Your goal
An exact copy of the entries below is required, with all pictures removed.

Stored data entries
'''
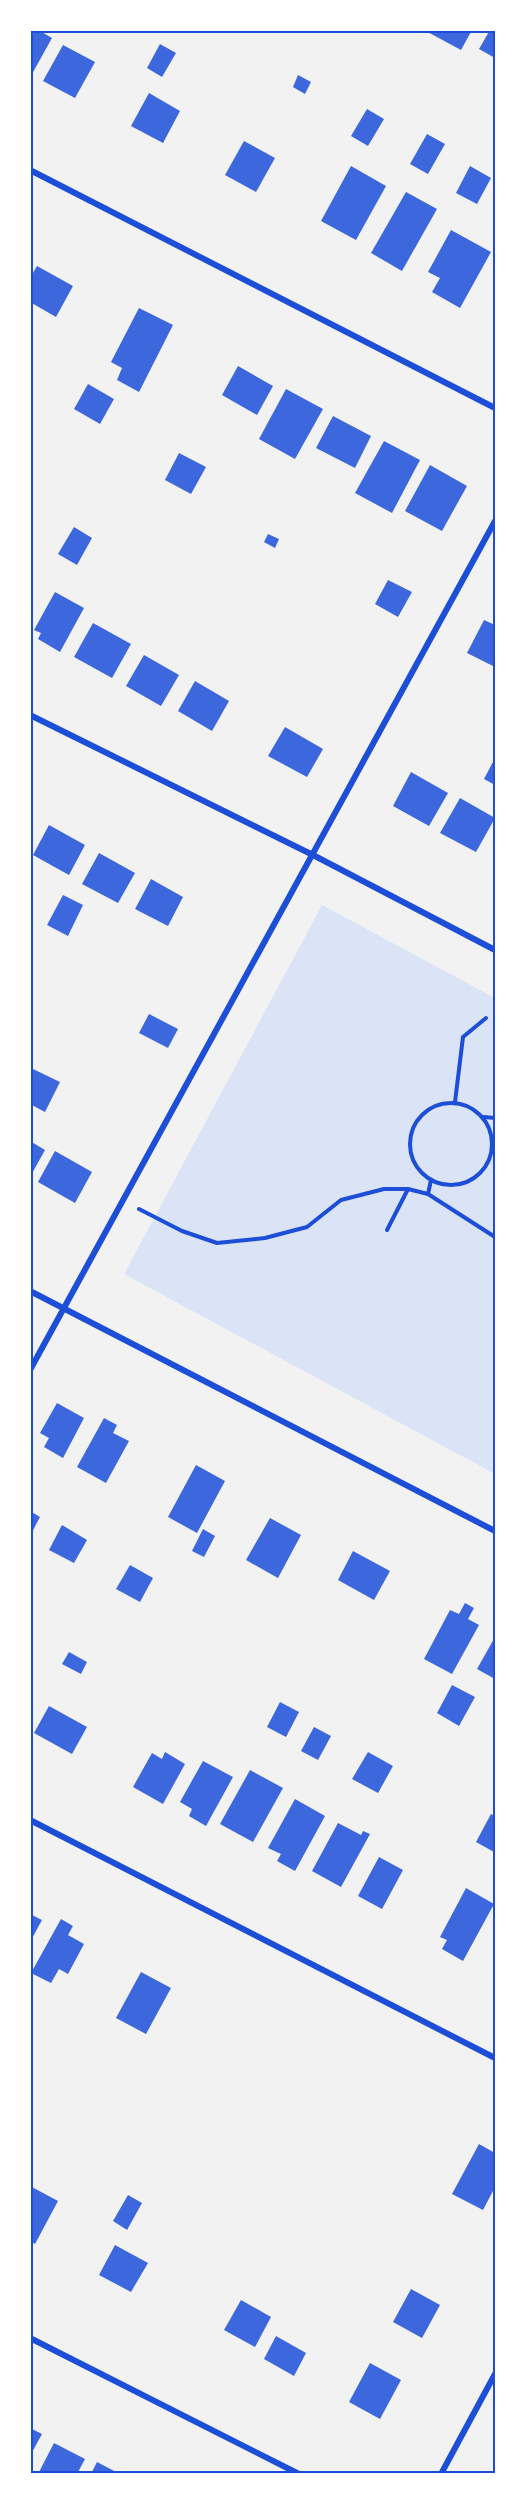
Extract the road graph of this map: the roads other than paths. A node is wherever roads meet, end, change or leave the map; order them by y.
1 (30, 170) edge
2 (495, 408) edge
3 (495, 521) edge
4 (30, 715) edge
5 (313, 855) junction
6 (495, 950) edge
7 (30, 1291) edge
8 (64, 1308) junction
9 (30, 1370) edge
10 (495, 1531) edge
11 (30, 1820) edge
12 (495, 2058) edge
13 (30, 2338) edge
14 (495, 2374) edge
15 (299, 2474) edge
16 (441, 2474) edge

1 - 2 street
3 - 5 street
4 - 5 street
5 - 6 street
5 - 8 street
7 - 8 street
8 - 9 street
8 - 10 street
11 - 12 street
13 - 15 street
14 - 16 street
'''
Exercise answer
Extract the road graph of this map: the roads other than paths. A node is wherever roads meet, end, change or leave the map; order them by y.
1 (30, 170) edge
2 (495, 408) edge
3 (495, 521) edge
4 (30, 715) edge
5 (313, 855) junction
6 (495, 950) edge
7 (30, 1291) edge
8 (64, 1308) junction
9 (30, 1370) edge
10 (495, 1531) edge
11 (30, 1820) edge
12 (495, 2058) edge
13 (30, 2338) edge
14 (495, 2374) edge
15 (299, 2474) edge
16 (441, 2474) edge

1 - 2 street
3 - 5 street
4 - 5 street
5 - 6 street
5 - 8 street
7 - 8 street
8 - 9 street
8 - 10 street
11 - 12 street
13 - 15 street
14 - 16 street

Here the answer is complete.